A Small Plate of Discomfort Please . . .

Whenever any yoga teacher suggests that I set an intention or focus for my practice, without hesitation, this is my prayer and meditation, “Give me grace and strength”. I am not always asking for myself. Often it is so I have the strength to be there for others and the courage and grace to sit in their discomfort and therefore my own.

 

When someone asks us what we want to do when we grow up, not many of us stand up and say, “I want to learn how to sit in someone’s discomfort and pain!”

 

Although, not only do some of us choose careers which require it; physicians, nurses, hospice care, funeral directors, counselors, therapists, priests – the list goes on!  ALL of us need to cultivate this life skill for ourselves and others, because each of us face the trials of illness, failed relationships, challenges at work and a myriad of other discomforts.

 

One of the ways this plays out in yoga is through Tapas. Tapas, is not the “small plate” style of dining, rather it means discipline, austerity, internal fire or heat.  Tapas is the discipline it takes to arrive on your mat each day or to take the break you may need. It is austerity with our efforts. Tapas is our desire or internal fire to reach a goal, even though there may be heat building in our bodies, irritation in our minds or obstacles from outside sources.

 

Tapas, when well cultivated on our mats, lead to a steadfast, mindful and determined practice. It is what drives us to know more, to explore and to sit with the discomfort that inevitably arrives in our bodies and minds.

 

Cultivate Tapas by noticing which postures, teachers or classes you tend to avoid and begin there. As a matter of fact, try it off your mat as well.  You can actively seek out something that annoys you as long as it is done with awareness and safety. When you are confronted with a thought, a posture or some other annoyance, simply notice.

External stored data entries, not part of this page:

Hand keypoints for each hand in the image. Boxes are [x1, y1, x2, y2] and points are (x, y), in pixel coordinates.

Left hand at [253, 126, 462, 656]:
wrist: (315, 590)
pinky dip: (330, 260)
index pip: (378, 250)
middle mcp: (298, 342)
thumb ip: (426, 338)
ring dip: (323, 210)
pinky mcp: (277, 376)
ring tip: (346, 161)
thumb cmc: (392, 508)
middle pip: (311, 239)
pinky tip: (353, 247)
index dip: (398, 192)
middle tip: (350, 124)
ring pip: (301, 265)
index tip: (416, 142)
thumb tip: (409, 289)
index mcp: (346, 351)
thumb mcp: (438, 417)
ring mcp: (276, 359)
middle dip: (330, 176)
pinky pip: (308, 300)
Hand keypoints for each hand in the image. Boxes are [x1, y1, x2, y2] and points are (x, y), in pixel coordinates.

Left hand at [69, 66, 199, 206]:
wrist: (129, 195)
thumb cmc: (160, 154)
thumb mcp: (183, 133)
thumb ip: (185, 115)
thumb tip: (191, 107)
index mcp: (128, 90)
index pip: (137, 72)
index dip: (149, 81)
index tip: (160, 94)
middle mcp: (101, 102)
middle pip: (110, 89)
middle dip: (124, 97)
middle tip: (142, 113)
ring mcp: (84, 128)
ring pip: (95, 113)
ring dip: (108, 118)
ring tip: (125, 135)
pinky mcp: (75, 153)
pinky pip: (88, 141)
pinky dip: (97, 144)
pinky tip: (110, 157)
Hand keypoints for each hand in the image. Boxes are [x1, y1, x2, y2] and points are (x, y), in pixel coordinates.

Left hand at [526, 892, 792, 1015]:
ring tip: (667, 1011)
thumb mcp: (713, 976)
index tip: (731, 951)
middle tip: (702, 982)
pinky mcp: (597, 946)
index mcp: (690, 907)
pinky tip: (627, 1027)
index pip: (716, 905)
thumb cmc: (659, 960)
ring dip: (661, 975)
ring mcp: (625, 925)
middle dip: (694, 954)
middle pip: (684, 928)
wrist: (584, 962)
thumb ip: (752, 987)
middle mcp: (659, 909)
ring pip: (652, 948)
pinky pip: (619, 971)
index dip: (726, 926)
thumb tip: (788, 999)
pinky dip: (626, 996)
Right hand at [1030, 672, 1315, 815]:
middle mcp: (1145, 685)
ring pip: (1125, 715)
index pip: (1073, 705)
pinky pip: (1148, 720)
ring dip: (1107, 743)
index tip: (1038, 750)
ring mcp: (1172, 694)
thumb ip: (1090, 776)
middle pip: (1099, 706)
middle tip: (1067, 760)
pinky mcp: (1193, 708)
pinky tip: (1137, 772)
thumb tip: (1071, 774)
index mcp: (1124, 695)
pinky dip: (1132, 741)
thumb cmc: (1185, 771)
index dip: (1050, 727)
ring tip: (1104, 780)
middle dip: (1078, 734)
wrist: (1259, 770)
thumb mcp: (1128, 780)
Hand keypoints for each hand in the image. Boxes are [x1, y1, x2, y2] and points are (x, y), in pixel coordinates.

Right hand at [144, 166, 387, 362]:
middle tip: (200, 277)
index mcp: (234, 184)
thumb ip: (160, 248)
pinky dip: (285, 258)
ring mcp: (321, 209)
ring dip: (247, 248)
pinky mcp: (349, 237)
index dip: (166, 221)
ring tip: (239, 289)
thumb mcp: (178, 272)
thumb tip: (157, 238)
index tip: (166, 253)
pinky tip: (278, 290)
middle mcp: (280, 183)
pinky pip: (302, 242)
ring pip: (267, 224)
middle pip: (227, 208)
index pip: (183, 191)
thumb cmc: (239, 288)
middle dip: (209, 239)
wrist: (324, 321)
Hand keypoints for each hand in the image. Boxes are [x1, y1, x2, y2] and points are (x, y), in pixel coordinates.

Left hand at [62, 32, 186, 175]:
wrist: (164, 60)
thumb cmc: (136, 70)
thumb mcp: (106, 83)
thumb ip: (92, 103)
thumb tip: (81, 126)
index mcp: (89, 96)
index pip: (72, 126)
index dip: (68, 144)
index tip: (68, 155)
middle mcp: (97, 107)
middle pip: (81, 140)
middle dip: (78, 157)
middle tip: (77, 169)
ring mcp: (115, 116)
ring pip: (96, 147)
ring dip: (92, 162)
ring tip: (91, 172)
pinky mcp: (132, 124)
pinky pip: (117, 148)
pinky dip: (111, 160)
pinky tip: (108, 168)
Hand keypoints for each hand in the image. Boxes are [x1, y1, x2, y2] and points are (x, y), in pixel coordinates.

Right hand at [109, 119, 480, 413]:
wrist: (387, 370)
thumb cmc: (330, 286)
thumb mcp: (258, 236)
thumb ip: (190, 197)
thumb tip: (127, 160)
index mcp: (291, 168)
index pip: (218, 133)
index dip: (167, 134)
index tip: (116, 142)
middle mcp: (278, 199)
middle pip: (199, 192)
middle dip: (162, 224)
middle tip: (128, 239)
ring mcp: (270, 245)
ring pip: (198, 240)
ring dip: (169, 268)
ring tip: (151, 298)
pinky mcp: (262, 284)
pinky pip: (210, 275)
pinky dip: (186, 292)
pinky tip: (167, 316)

Be aware of the sensations it brings to your body and the thoughts that come to your mind. Use your breath in the discomfort, slow your inhales and exhales.

 

With your awareness placed squarely on the discomfort or annoyance, ask yourself:

  1. Am I safe?
  2. Is this really a problem or have I allowed my mind to define it as negative – based on old experiences?

 

Give yourself the space and time to choose what comes next. Sometimes backing off is what is necessary. Other times, being willing and able to explore the irritability will build your self-awareness. It will allow you to decipher whether you are motivated to avoid discomfort as a habit or whether you have truly met your edge. It will build your self-control. And lastly, it will give you the ability to support others when it is needed and to sit with them when they are struggling.